### [Dataset content]
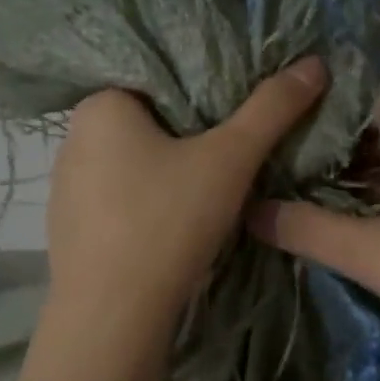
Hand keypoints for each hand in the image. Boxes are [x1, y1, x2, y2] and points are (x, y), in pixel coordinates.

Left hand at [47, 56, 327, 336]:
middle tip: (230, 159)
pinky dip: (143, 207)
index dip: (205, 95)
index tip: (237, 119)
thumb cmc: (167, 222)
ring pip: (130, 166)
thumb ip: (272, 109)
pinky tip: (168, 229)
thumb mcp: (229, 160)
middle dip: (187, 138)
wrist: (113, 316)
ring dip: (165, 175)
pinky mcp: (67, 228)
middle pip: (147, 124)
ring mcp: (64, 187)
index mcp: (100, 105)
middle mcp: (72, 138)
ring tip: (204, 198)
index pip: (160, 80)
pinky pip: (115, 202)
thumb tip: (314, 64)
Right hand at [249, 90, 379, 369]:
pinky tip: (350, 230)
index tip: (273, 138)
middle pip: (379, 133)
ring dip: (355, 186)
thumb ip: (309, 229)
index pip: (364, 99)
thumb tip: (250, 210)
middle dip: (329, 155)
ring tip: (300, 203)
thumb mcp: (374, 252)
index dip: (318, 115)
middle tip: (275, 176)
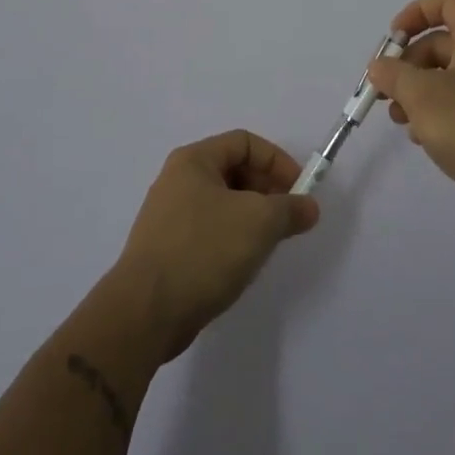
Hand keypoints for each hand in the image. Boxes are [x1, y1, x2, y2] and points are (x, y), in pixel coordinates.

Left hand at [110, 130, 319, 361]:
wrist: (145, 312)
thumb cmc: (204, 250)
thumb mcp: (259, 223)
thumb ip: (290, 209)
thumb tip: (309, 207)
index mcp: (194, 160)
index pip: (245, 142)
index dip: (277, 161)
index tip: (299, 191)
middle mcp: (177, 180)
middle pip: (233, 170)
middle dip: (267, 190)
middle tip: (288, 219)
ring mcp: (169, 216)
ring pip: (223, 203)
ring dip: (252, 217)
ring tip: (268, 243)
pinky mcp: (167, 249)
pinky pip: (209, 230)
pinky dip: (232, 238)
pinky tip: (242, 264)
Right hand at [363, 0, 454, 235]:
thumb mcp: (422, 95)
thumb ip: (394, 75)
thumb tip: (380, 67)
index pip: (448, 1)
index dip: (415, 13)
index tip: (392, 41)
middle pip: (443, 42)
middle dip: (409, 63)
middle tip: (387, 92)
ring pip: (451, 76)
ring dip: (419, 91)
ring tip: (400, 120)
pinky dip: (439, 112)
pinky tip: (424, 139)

---

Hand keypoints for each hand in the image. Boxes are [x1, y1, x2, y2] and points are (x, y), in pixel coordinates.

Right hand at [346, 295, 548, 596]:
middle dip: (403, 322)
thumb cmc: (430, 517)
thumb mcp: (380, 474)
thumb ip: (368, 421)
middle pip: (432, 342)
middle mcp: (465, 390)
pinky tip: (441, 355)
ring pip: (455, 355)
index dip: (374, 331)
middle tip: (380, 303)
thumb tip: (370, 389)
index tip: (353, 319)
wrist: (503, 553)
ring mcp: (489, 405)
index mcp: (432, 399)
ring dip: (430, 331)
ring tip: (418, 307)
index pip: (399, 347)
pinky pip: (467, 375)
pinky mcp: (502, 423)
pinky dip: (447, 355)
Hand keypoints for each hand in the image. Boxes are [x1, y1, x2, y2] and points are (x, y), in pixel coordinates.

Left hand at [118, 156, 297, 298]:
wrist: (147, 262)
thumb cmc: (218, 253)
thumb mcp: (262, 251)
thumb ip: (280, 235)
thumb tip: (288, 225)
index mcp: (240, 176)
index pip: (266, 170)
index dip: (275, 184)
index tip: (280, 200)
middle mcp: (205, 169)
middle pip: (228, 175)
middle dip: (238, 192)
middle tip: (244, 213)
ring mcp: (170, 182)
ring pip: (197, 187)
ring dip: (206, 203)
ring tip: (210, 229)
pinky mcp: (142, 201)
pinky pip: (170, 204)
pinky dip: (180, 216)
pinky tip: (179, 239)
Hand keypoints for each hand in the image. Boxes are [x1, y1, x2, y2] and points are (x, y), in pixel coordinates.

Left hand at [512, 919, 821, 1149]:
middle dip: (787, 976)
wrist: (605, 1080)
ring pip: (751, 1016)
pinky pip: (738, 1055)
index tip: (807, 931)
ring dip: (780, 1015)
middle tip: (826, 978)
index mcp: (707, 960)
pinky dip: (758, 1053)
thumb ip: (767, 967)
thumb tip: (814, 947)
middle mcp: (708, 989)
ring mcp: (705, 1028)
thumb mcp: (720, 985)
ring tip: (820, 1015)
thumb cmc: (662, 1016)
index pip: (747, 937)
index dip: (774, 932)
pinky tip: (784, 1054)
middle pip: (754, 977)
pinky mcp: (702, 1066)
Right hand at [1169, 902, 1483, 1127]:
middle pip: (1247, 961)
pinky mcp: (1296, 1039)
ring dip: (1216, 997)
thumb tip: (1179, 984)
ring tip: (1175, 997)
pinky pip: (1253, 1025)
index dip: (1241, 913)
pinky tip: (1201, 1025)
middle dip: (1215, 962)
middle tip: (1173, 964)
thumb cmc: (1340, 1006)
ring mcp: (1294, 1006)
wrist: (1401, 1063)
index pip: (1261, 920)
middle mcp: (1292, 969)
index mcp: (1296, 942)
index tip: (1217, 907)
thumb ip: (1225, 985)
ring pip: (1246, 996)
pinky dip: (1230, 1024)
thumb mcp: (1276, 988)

---

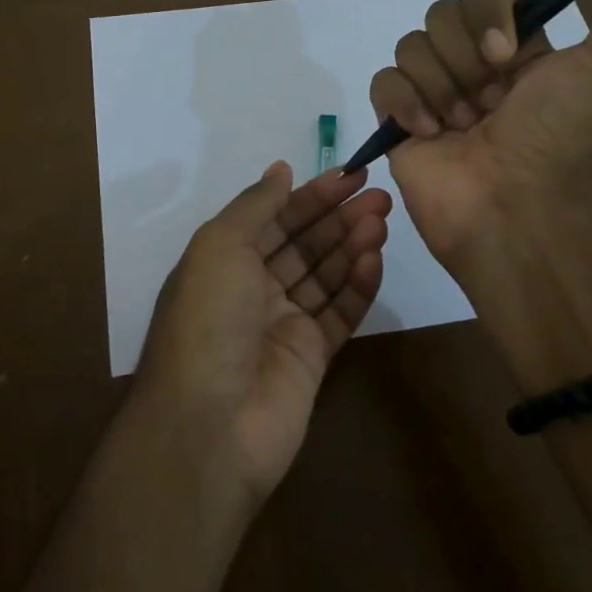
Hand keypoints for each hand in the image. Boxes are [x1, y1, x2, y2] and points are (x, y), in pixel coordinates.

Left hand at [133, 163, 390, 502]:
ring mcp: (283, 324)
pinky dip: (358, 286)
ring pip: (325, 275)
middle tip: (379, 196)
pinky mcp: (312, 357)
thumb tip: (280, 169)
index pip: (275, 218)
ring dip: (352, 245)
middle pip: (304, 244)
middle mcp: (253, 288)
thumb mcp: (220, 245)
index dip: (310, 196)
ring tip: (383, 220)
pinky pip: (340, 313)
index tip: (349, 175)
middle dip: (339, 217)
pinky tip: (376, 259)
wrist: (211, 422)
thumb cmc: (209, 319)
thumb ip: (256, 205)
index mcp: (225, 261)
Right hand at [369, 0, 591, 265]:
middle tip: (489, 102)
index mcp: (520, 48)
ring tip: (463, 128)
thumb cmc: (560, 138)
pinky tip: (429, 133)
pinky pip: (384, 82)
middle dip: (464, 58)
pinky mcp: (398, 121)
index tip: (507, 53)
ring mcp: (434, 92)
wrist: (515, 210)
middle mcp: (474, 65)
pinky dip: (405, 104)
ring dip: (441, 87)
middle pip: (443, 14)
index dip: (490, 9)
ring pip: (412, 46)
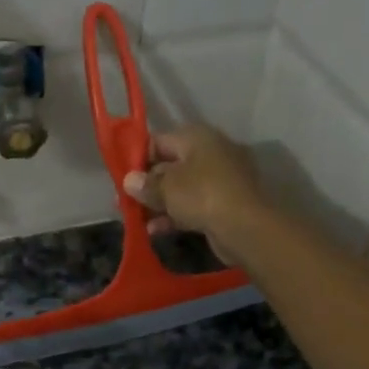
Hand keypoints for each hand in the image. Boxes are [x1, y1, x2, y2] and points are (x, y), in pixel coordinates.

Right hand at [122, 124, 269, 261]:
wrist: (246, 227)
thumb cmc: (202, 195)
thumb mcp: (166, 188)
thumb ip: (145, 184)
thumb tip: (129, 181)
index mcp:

### [Task directions]
Your answer must be a copy of every line in the data above that holds the string "Left".

### [Solution below]
Left hand at [47, 56, 327, 336]:
Left hand at [110, 130, 319, 361]:
Left hand at [118, 156, 297, 298]:
Left hand at [512, 919, 821, 1149]:
Left hand at [133, 163, 390, 502]:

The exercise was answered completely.